Short reviews of new movie releases.
Though it flirts with saccharine Sunday-school uplift, there's a redeeming core of sincerity in this story of real-life tragedy and perseverance. Bethany Hamilton was a 13-year-old competitive surfer with a promising future when a shark took her left arm at the shoulder. News of the attack grabbed the attention of media everywhere. Her survival after the trauma was in doubt, but Hamilton's Christian faith and supportive family sustained her as she successfully returned to the waves and her recovery spawned feel-good followup stories. Some might see her story as one of simple bad luck followed by good luck, or of cable news outlets that go ballistic when bad things happen to blond women. Hamilton saw it as God's plan, bringing her to prominence so she could deliver a message of inspiration. In fact, that's the tag for her personal Web page, "Bethany Hamilton -- Professional Surfer, Role Model, Inspiration."

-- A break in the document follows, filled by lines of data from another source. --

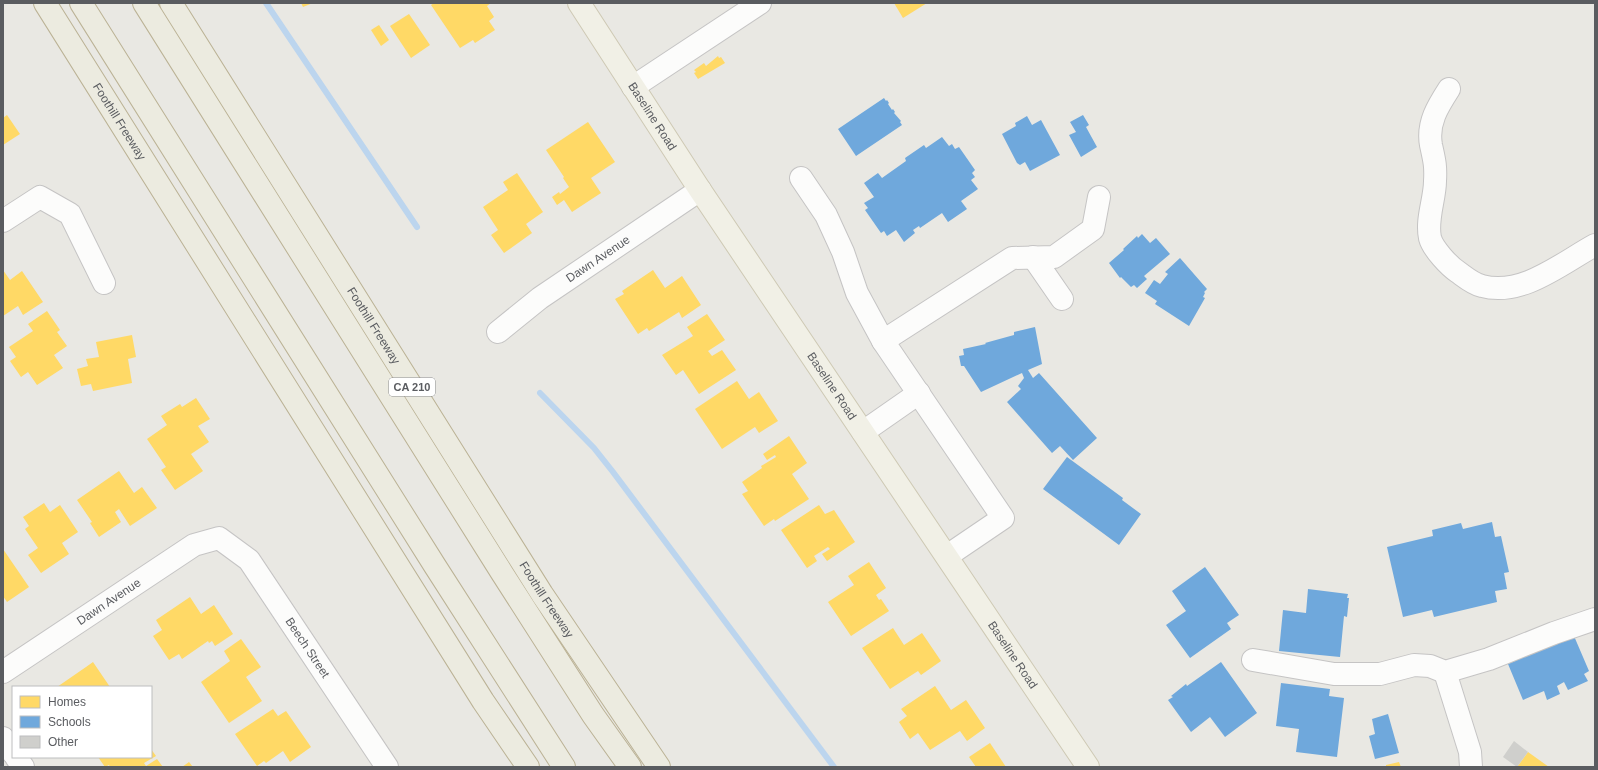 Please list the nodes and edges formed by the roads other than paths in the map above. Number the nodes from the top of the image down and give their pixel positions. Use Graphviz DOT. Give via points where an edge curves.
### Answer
graph roads {
  1 [pos="45,3"];
  2 [pos="81,3"];
  3 [pos="144,3"];
  4 [pos="171,3"];
  5 [pos="578,3"];
  6 [pos="760,3"];
  7 [pos="633,87"];
  8 [pos="1449,89"];
  9 [pos="801,178"];
  10 [pos="700,190"];
  11 [pos="1099,197"];
  12 [pos="3,221"];
  13 [pos="1595,245"];
  14 [pos="1033,257"];
  15 [pos="104,284"];
  16 [pos="1062,299"];
  17 [pos="498,332"];
  18 [pos="883,341"];
  19 [pos="919,393"];
  20 [pos="863,432"];
  21 [pos="218,538"];
  22 [pos="947,556"];
  23 [pos="1595,619"];
  24 [pos="1253,660"];
  25 [pos="3,672"];
  26 [pos="1445,672"];
  27 [pos="3,738"];
  28 [pos="12,751"];
  29 [pos="17,758"];
  30 [pos="23,767"];
  31 [pos="388,767"];
  32 [pos="528,767"];
  33 [pos="564,767"];
  34 [pos="630,767"];
  35 [pos="659,767"];
  36 [pos="1088,767"];
  37 [pos="1471,767"];
  1 -- 32 [label="highway, Foothill Freeway" via="478,695"];
  2 -- 33 [label="highway"];
  3 -- 34 [label="highway" via="510,586 593,715"];
  4 -- 35 [label="highway, Foothill Freeway / CA 210" via="542,594"];
  5 -- 7 [label="main road, Baseline Road"];
  6 -- 7 [label="street"];
  7 -- 10 [label="main road, Baseline Road"];
  8 -- 13 [label="street" via="1436,108 1431,123 1430,143 1436,164 1435,191 1429,221 1430,238 1447,264 1481,286 1507,289 1530,282"];
  9 -- 18 [label="street" via="826,215 843,252 856,293"];
  10 -- 17 [label="street, Dawn Avenue" via="540,298"];
  10 -- 20 [label="main road, Baseline Road"];
  11 -- 14 [label="street" via="1093,229 1054,257"];
  12 -- 15 [label="street" via="40,197 70,214"];
  14 -- 16 [label="street"];
  14 -- 18 [label="street" via="1012,258"];
  18 -- 19 [label="street"];
  19 -- 20 [label="street"];
  19 -- 22 [label="street" via="1003,518"];
  20 -- 22 [label="main road, Baseline Road"];
  21 -- 25 [label="street, Dawn Avenue" via="194,545"];
  21 -- 31 [label="street, Beech Street" via="249,560"];
  22 -- 36 [label="main road, Baseline Road"];
  23 -- 26 [label="street" via="1489,659"];
  24 -- 26 [label="street" via="1334,674 1380,674 1414,665 1430,666"];
  26 -- 37 [label="street" via="1470,752"];
  27 -- 28 [label="street"];
  29 -- 30 [label="street"];
} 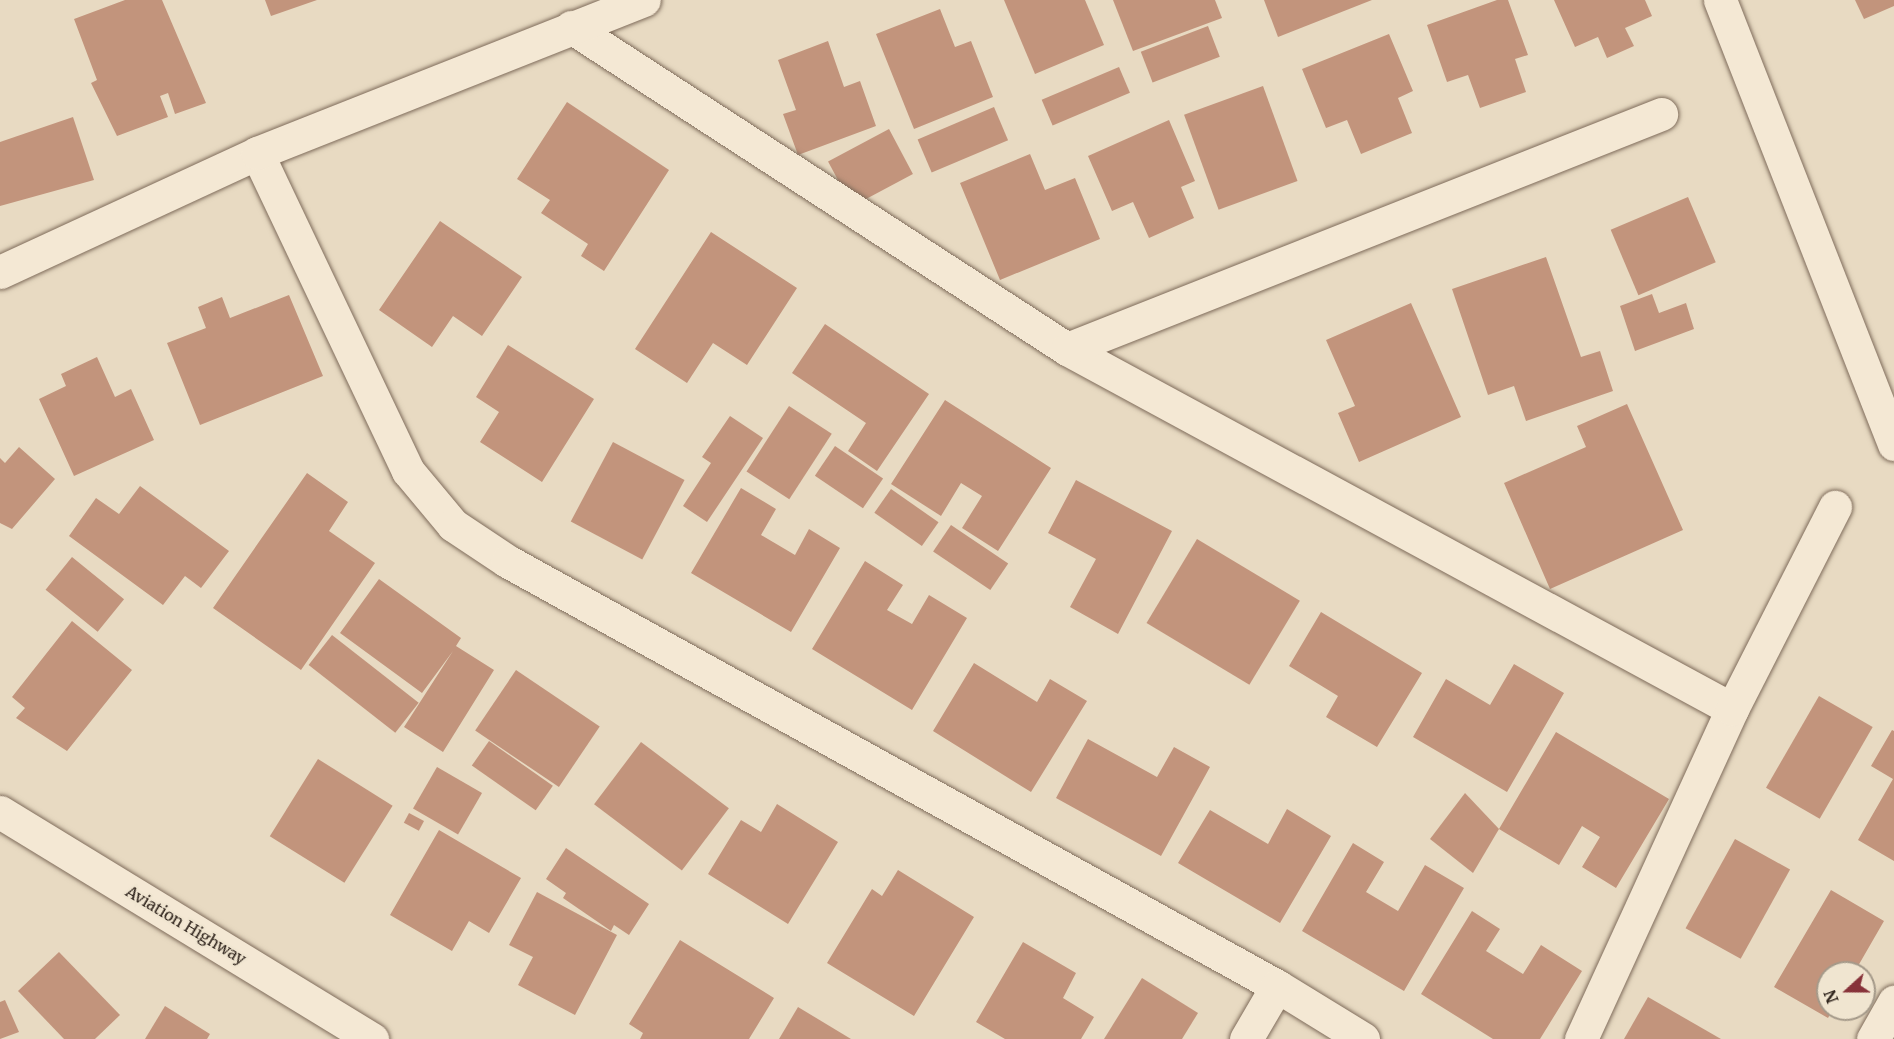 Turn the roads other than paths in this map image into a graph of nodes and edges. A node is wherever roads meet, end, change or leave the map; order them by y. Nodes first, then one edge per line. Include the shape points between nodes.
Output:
1 (644, 0) edge
2 (1720, 0) edge
3 (572, 27) junction
4 (1661, 114) dead end
5 (257, 153) junction
6 (0, 272) edge
7 (1067, 349) junction
8 (1894, 444) edge
9 (1835, 507) dead end
10 (1732, 709) junction
11 (0, 812) edge
12 (1277, 986) junction
13 (1894, 1002) edge
14 (372, 1039) edge
15 (1246, 1039) edge
16 (1363, 1039) edge
17 (1581, 1039) edge
18 (1874, 1039) edge

1 - 3 street
2 - 8 street
3 - 5 street
3 - 7 street
4 - 7 street
5 - 6 street
5 - 12 street via 408,471 453,525 507,561
7 - 10 street
9 - 10 street
10 - 17 street
11 - 14 street, Aviation Highway
12 - 15 street
12 - 16 street
13 - 18 street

"Soul Surfer" benefits from a solid lead performance by AnnaSophia Robb ("Bridge to Terebithia"), who makes Hamilton an idealistic, trusting, innocent ray of sunshine. Dennis Quaid and Helen Hunt slide into the roles of her devout, middle-class, beach-bum parents as comfortably as bare feet into flip-flops. The story is drained of conflict and urgency, however, by the characters' faith that a loving God guides their fates and all will work out for the best. The emotional fallout of Bethany's accident is nothing more than one huffy mealtime argument; a bit less optimism would make a more gripping drama. Still, there's plenty of visual excitement in the exceptional surfing scenes. Longtime kids' TV director Sean McNamara not only gets inside the action, he gives the towering waves and roaring pipelines a spiritual resonance.
At this stage of the game it's not easy to make an original World War II movie. The competent but derivative Dutch "Winter in Wartime" goes down a well traveled path, but on training wheels: Kids under German occupation shelter a downed Allied flier. The youth perspective gives this moderately effective film its novelty. Fourteen-year-old Michiel (Martijn Lakemeier) resents his cautious father, the mayor of their town, because he believes he appeases the Nazis. He idolizes his uncle, who shares tales of cloak-and-dagger adventure with the Resistance. When an RAF pilot (Jamie Campbell Bower, "Sweeney Todd") parachutes into the forest, Michiel hides him and plans to move him past German patrols to safety. As the noose tightens around the pair, Michiel learns that the adult world is more complex than he imagined. Unfortunately, the tale is dragged down by too many stock situations. If you've seen one slow-motion "Noooooooo!" as a firing squad lets loose, you've seen 'em all.
This nature film -- celebrating the efforts of two intrepid women, half a world apart, to rescue animals and return them to the wild -- is very much "a fairy tale," as Morgan Freeman narrates. Director David Lickley ("Jane Goodall's Wild Chimpanzees") and his crew follow Biruté Galdikas, an orangutan researcher on Borneo, where habitat is being destroyed to make way for vast palm-oil plantations. Her staffers become mothers to the orphaned orangutans, feeding, bonding and singing lullabies to them, keeping just enough distance to let them remain "wild." Once the apes are old enough, they're taken to a national park and released.
Daphne Sheldrick does something similar in Kenya with elephants orphaned because their moms have ivory tusks. For half a century, Sheldrick has been perfecting elephant baby formula and raising orphan elephants that return to the wild as a herd. Cute, but never insufferably so, "Born to Be Wild" uses 3-D playfully -- to stick an elephant's trunk in your face, and kids will get a kick out of orangutan burps and elephant soccer.